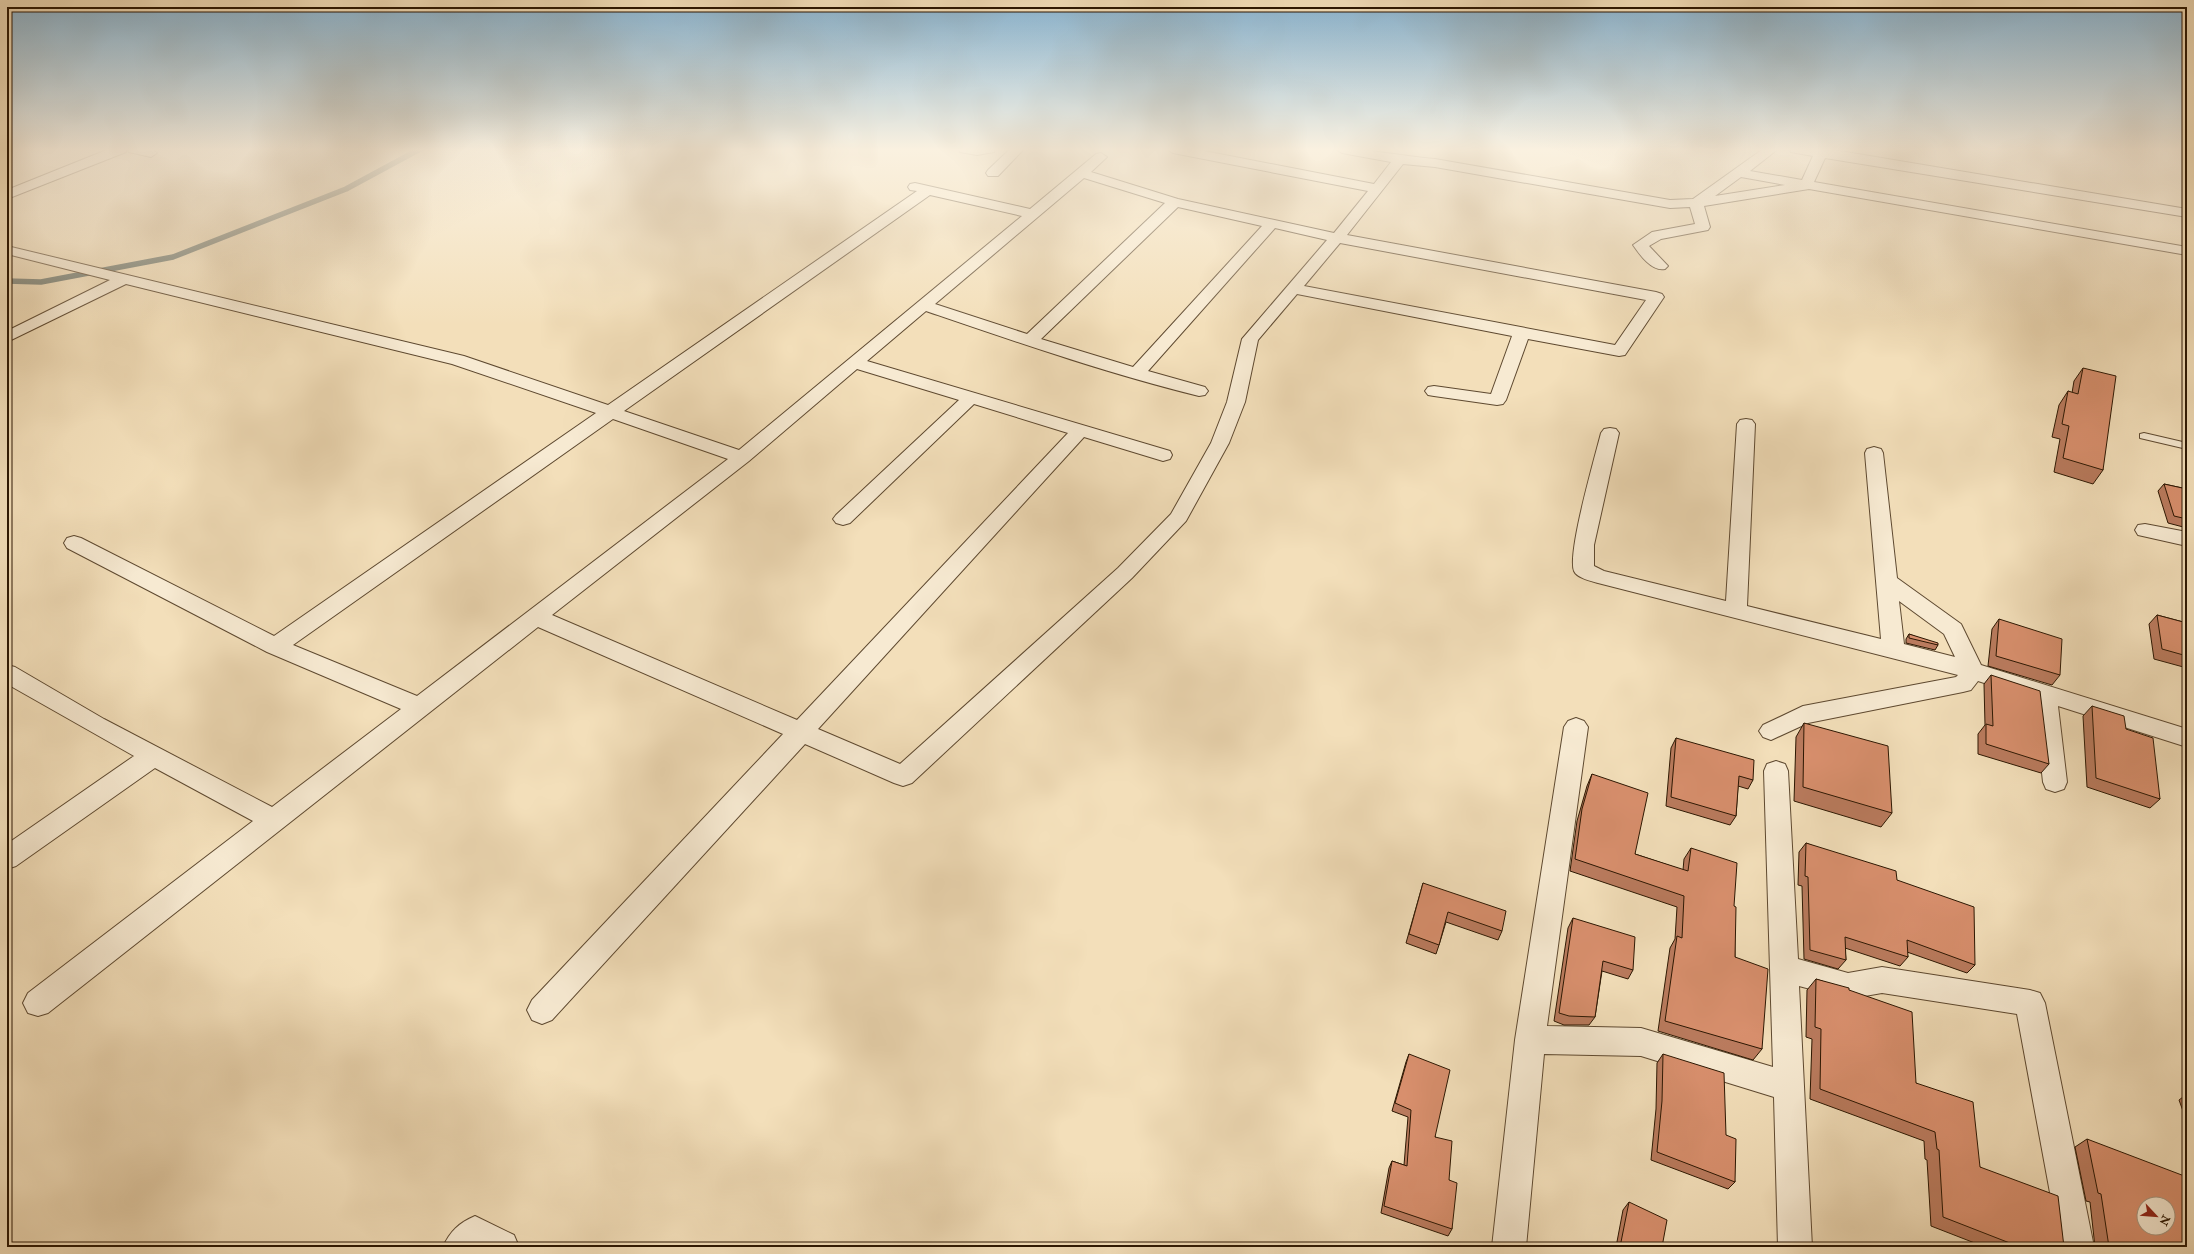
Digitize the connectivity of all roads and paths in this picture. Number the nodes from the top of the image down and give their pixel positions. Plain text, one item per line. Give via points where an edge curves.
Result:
1 (903, 208) edge
2 (1004, 208) edge
3 (1040, 208) edge
4 (1169, 208) edge
5 (1199, 208) edge
6 (1361, 208) edge
7 (1697, 208) edge
8 (1932, 208) edge
9 (2155, 208) edge
10 (2187, 213) edge
11 (1032, 214) junction
12 (1271, 224) junction
13 (1337, 238) junction
14 (7, 250) edge
15 (2187, 251) edge
16 (1660, 266) dead end
17 (123, 279) junction
18 (1294, 289) junction
19 (924, 305) junction
20 (1522, 332) junction
21 (7, 337) edge
22 (1029, 341) junction
23 (854, 363) junction
24 (1136, 374) junction
25 (1199, 390) dead end
26 (1434, 391) dead end
27 (971, 398) junction
28 (610, 412) junction
29 (1746, 424) dead end
30 (1081, 430) junction
31 (1610, 433) dead end
32 (2144, 436) dead end
33 (2187, 446) edge
34 (1874, 454) dead end
35 (1163, 455) dead end
36 (742, 457) junction
37 (843, 519) dead end
38 (2145, 530) dead end
39 (2187, 539) edge
40 (74, 543) dead end
41 (1886, 581) junction
42 (1736, 611) junction
43 (536, 617) junction
44 (275, 646) junction
45 (1893, 649) junction
46 (1974, 672) junction
47 (7, 673) edge
48 (2045, 695) junction
49 (420, 707) junction
50 (1576, 727) dead end
51 (800, 731) junction
52 (1771, 731) dead end
53 (2187, 738) edge
54 (153, 756) junction
55 (1776, 771) dead end
56 (2055, 782) dead end
57 (274, 820) junction
58 (7, 858) edge
59 (1785, 969) junction
60 (38, 1003) dead end
61 (542, 1010) dead end
62 (1530, 1040) junction
63 (1789, 1087) junction
64 (460, 1247) edge
65 (502, 1247) edge
66 (1509, 1247) edge
67 (1796, 1247) edge
68 (2077, 1247) edge

1 - 28 street
2 - 11 street
3 - 11 street
4 - 22 street
5 - 12 street
6 - 13 street
7 - 16 street via 1703,227 1657,235 1640,245
8 - 15 street
9 - 10 street
11 - 19 street
12 - 13 street
12 - 24 street
13 - 18 street
13 - 20 street via 1656,297 1619,350
14 - 17 street
17 - 21 street
17 - 28 street via 458,360
18 - 20 street
18 - 51 street via 1250,339 1236,402 1220,443 1179,517 1125,573 903,776
19 - 22 street
19 - 23 street
20 - 26 street via 1498,400
22 - 24 street
23 - 27 street
23 - 36 street
24 - 25 street
27 - 30 street
27 - 37 street
28 - 36 street
28 - 44 street
29 - 42 street
30 - 35 street
30 - 51 street
31 - 42 street via 1584,545 1584,570 1598,576
32 - 33 lane
34 - 41 street
36 - 43 street
38 - 39 street
40 - 44 street
41 - 45 street
41 - 46 street via 1953,629
42 - 45 street
43 - 49 street
43 - 51 street
44 - 49 street
45 - 46 street
46 - 48 street
46 - 52 street via 1963,684 1803,715
47 - 54 street
48 - 53 street
48 - 56 street
49 - 57 street
50 - 62 street
51 - 61 street
54 - 57 street
54 - 58 street
55 - 59 street
57 - 60 street
59 - 63 street
59 - 68 street via 1848,986 1882,980 2030,1003
62 - 63 street via 1641,1042
62 - 66 street
63 - 67 street
64 - 65 street via 475,1233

--

In the answer, the data should reappear exactly, with no pictures.

■ **SOLUTION**
Digitize the connectivity of all roads and paths in this picture. Number the nodes from the top of the image down and give their pixel positions. Plain text, one item per line. Give via points where an edge curves.
Result:
1 (903, 208) edge
2 (1004, 208) edge
3 (1040, 208) edge
4 (1169, 208) edge
5 (1199, 208) edge
6 (1361, 208) edge
7 (1697, 208) edge
8 (1932, 208) edge
9 (2155, 208) edge
10 (2187, 213) edge
11 (1032, 214) junction
12 (1271, 224) junction
13 (1337, 238) junction
14 (7, 250) edge
15 (2187, 251) edge
16 (1660, 266) dead end
17 (123, 279) junction
18 (1294, 289) junction
19 (924, 305) junction
20 (1522, 332) junction
21 (7, 337) edge
22 (1029, 341) junction
23 (854, 363) junction
24 (1136, 374) junction
25 (1199, 390) dead end
26 (1434, 391) dead end
27 (971, 398) junction
28 (610, 412) junction
29 (1746, 424) dead end
30 (1081, 430) junction
31 (1610, 433) dead end
32 (2144, 436) dead end
33 (2187, 446) edge
34 (1874, 454) dead end
35 (1163, 455) dead end
36 (742, 457) junction
37 (843, 519) dead end
38 (2145, 530) dead end
39 (2187, 539) edge
40 (74, 543) dead end
41 (1886, 581) junction
42 (1736, 611) junction
43 (536, 617) junction
44 (275, 646) junction
45 (1893, 649) junction
46 (1974, 672) junction
47 (7, 673) edge
48 (2045, 695) junction
49 (420, 707) junction
50 (1576, 727) dead end
51 (800, 731) junction
52 (1771, 731) dead end
53 (2187, 738) edge
54 (153, 756) junction
55 (1776, 771) dead end
56 (2055, 782) dead end
57 (274, 820) junction
58 (7, 858) edge
59 (1785, 969) junction
60 (38, 1003) dead end
61 (542, 1010) dead end
62 (1530, 1040) junction
63 (1789, 1087) junction
64 (460, 1247) edge
65 (502, 1247) edge
66 (1509, 1247) edge
67 (1796, 1247) edge
68 (2077, 1247) edge

1 - 28 street
2 - 11 street
3 - 11 street
4 - 22 street
5 - 12 street
6 - 13 street
7 - 16 street via 1703,227 1657,235 1640,245
8 - 15 street
9 - 10 street
11 - 19 street
12 - 13 street
12 - 24 street
13 - 18 street
13 - 20 street via 1656,297 1619,350
14 - 17 street
17 - 21 street
17 - 28 street via 458,360
18 - 20 street
18 - 51 street via 1250,339 1236,402 1220,443 1179,517 1125,573 903,776
19 - 22 street
19 - 23 street
20 - 26 street via 1498,400
22 - 24 street
23 - 27 street
23 - 36 street
24 - 25 street
27 - 30 street
27 - 37 street
28 - 36 street
28 - 44 street
29 - 42 street
30 - 35 street
30 - 51 street
31 - 42 street via 1584,545 1584,570 1598,576
32 - 33 lane
34 - 41 street
36 - 43 street
38 - 39 street
40 - 44 street
41 - 45 street
41 - 46 street via 1953,629
42 - 45 street
43 - 49 street
43 - 51 street
44 - 49 street
45 - 46 street
46 - 48 street
46 - 52 street via 1963,684 1803,715
47 - 54 street
48 - 53 street
48 - 56 street
49 - 57 street
50 - 62 street
51 - 61 street
54 - 57 street
54 - 58 street
55 - 59 street
57 - 60 street
59 - 63 street
59 - 68 street via 1848,986 1882,980 2030,1003
62 - 63 street via 1641,1042
62 - 66 street
63 - 67 street
64 - 65 street via 475,1233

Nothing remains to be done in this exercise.